Assignment ▸
For every line in the material below that holds "улица", report the line.

Records to use ▸
════════════════

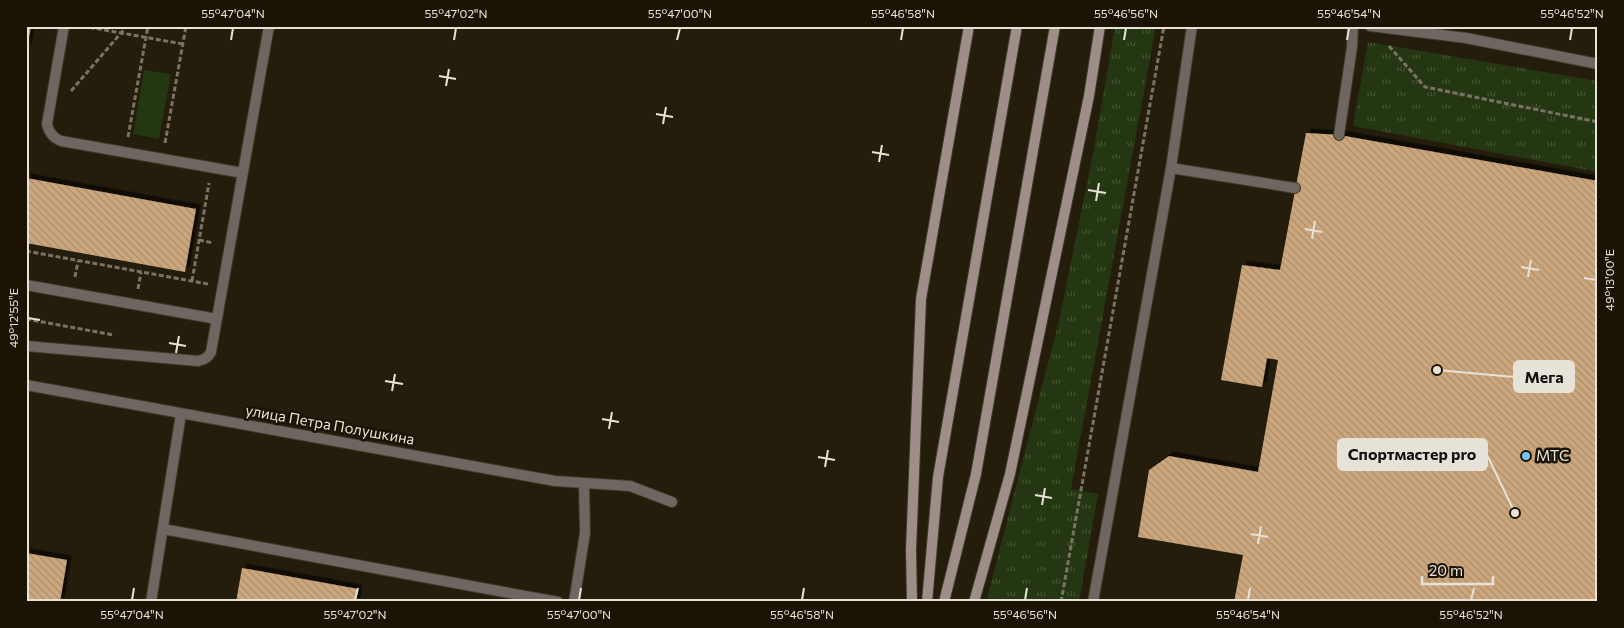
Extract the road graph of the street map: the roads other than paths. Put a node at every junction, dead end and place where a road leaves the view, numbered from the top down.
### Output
1 (64, 26) edge
2 (269, 26) edge
3 (969, 26) edge
4 (1017, 26) edge
5 (1055, 26) edge
6 (1100, 26) edge
7 (1192, 26) edge
8 (1353, 26) edge
9 (1372, 27) edge
10 (1598, 64) edge
11 (1339, 135) dead end
12 (1170, 168) junction
13 (243, 173) junction
14 (1295, 188) dead end
15 (26, 285) edge
16 (217, 319) junction
17 (26, 346) edge
18 (26, 386) edge
19 (181, 414) junction
20 (584, 483) junction
21 (672, 502) dead end
22 (163, 530) junction
23 (151, 602) edge
24 (558, 602) edge
25 (574, 602) edge
26 (912, 602) edge
27 (927, 602) edge
28 (944, 602) edge
29 (974, 602) edge
30 (1092, 602) edge

1 - 13 street
2 - 13 street
3 - 26 main road
4 - 27 main road
5 - 28 main road
6 - 29 main road
7 - 12 street
8 - 11 street
9 - 10 street
12 - 14 street
12 - 30 street
13 - 16 street
15 - 16 street
16 - 17 street
18 - 19 street, улица Петра Полушкина
19 - 20 street, улица Петра Полушкина
19 - 22 street
20 - 21 street, улица Петра Полушкина
20 - 25 street
22 - 23 street
22 - 24 street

════════════════

Response ▸
18 - 19 street, улица Петра Полушкина
19 - 20 street, улица Петра Полушкина
20 - 21 street, улица Петра Полушкина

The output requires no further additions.